Aim of the task — Look through the data below. Show each line where the string "Jalan" occurs.

Material for the task —

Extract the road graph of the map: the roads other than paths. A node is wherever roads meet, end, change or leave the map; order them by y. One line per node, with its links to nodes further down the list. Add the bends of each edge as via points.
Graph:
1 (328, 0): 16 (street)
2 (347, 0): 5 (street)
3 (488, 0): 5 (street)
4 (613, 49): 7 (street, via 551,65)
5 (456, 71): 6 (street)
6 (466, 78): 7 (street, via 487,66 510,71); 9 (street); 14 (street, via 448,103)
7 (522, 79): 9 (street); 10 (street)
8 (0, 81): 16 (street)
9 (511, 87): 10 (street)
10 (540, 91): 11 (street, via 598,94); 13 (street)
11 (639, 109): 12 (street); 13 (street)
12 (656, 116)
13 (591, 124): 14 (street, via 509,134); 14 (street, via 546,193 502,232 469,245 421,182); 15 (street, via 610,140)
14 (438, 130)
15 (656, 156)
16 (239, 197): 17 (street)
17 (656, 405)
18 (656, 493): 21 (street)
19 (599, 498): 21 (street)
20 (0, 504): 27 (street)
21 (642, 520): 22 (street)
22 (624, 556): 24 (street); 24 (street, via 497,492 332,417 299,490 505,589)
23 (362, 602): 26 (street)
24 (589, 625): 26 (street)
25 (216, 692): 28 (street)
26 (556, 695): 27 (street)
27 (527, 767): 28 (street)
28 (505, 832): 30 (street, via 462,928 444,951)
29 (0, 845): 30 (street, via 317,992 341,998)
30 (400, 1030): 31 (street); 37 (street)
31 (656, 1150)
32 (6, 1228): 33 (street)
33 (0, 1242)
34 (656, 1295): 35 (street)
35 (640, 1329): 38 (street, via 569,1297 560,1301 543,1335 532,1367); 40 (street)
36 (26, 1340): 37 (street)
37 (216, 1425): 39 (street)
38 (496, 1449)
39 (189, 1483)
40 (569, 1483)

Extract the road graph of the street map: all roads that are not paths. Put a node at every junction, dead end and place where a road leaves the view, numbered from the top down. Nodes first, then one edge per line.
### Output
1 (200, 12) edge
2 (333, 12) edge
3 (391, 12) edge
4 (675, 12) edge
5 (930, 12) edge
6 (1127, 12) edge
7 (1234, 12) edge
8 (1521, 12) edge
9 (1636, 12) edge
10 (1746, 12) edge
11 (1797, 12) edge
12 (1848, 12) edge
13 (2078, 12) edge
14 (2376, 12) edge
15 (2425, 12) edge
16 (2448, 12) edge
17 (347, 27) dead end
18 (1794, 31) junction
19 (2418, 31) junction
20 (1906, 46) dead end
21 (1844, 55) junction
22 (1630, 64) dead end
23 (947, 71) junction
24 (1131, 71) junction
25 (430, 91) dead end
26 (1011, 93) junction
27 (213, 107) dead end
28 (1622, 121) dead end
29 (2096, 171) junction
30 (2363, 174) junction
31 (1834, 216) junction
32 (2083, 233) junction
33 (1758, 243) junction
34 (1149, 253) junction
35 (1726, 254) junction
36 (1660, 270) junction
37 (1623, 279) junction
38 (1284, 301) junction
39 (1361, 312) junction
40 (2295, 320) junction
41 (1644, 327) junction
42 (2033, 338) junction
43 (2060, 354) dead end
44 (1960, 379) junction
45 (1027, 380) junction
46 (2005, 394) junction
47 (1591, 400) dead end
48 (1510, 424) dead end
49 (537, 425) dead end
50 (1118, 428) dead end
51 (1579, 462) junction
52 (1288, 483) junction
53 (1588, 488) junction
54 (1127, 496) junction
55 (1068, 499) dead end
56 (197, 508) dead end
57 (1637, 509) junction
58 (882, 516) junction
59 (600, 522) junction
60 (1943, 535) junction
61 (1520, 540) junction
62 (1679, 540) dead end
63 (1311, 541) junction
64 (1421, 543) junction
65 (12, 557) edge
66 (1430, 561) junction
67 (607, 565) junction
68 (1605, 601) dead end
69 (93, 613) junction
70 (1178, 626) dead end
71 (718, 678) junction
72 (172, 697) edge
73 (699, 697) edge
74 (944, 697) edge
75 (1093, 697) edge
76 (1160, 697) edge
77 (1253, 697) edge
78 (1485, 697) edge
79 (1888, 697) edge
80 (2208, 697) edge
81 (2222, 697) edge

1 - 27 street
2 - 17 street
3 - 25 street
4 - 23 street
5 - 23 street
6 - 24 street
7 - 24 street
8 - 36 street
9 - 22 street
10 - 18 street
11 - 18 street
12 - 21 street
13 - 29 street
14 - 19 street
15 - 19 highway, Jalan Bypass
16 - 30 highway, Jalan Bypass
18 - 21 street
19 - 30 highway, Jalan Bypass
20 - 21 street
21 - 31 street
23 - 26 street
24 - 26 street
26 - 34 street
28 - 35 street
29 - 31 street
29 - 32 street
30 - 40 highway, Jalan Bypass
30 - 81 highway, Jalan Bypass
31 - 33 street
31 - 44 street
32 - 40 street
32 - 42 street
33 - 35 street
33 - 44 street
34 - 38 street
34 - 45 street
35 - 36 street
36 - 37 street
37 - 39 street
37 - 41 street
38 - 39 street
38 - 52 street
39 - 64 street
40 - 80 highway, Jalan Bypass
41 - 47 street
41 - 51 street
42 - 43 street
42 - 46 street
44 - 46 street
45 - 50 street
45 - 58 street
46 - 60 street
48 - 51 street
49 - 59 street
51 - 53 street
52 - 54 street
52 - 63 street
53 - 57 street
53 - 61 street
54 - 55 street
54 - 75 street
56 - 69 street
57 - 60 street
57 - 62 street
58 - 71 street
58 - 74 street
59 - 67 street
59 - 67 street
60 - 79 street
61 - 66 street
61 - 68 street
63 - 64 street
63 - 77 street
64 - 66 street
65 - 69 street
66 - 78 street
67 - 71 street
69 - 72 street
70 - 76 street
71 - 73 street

Answer space —
15 - 19 highway, Jalan Bypass
16 - 30 highway, Jalan Bypass
19 - 30 highway, Jalan Bypass
30 - 40 highway, Jalan Bypass
30 - 81 highway, Jalan Bypass
40 - 80 highway, Jalan Bypass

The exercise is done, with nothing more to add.